== Segment start ==
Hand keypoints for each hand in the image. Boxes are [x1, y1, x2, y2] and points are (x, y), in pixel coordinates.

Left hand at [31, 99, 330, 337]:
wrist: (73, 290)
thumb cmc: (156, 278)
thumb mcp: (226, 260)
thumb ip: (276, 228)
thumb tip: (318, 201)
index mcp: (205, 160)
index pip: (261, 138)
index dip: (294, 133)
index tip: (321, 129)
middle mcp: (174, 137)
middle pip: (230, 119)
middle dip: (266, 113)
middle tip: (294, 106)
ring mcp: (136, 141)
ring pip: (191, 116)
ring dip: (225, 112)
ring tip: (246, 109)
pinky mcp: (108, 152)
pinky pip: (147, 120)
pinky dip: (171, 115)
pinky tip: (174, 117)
== Segment end ==
== Segment start ==
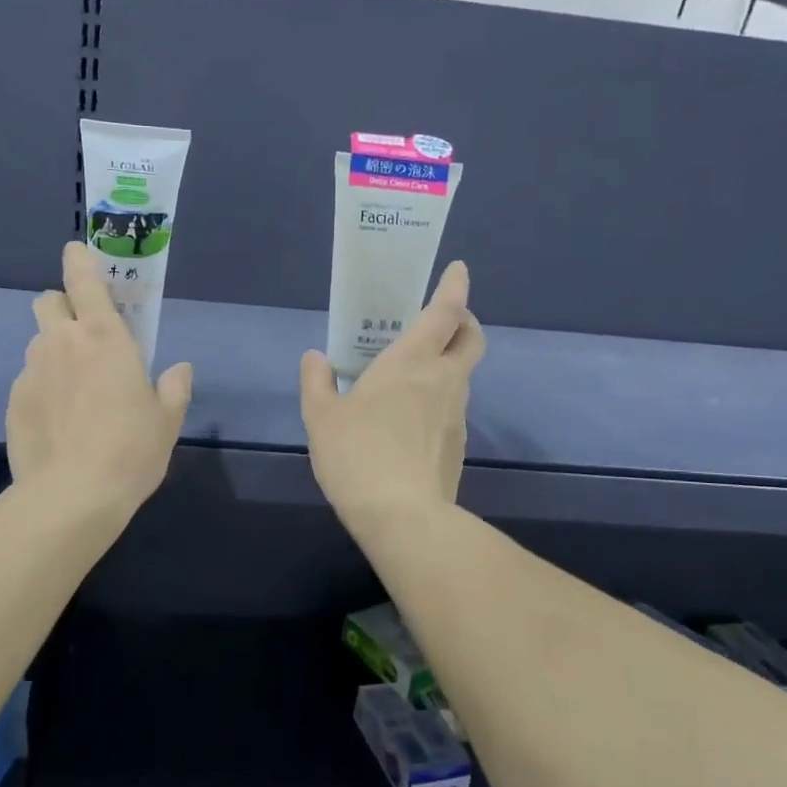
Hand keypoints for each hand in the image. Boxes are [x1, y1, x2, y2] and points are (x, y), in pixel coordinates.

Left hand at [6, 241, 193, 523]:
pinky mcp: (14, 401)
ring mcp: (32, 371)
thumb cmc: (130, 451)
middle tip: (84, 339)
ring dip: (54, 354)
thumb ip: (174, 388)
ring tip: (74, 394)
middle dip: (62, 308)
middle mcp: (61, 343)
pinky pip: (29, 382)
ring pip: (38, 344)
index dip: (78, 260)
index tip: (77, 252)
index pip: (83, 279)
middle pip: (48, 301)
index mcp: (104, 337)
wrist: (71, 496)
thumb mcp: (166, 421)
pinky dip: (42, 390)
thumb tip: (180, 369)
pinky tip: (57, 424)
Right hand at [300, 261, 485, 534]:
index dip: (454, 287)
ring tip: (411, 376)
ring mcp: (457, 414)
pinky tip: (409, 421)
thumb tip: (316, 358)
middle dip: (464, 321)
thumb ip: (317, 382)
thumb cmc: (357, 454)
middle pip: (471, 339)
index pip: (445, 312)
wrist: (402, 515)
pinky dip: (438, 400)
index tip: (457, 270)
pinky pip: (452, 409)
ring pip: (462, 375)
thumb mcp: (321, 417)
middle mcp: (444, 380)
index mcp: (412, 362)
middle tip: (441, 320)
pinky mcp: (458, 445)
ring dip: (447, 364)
== Segment end ==
Exercise:
Identify all lines in the records above with the word "thumb".

Answer space:
thumb cmc: (156, 278)
thumb mcp: (226, 260)
thumb ip: (276, 228)
thumb tip: (318, 201)
thumb cmc: (130, 451)
thumb ip: (174, 388)
thumb mcp: (166, 421)
thumb tip: (180, 369)
thumb tip: (316, 358)
thumb ip: (317, 382)
thumb cmc: (357, 454)
thumb mcp: (321, 417)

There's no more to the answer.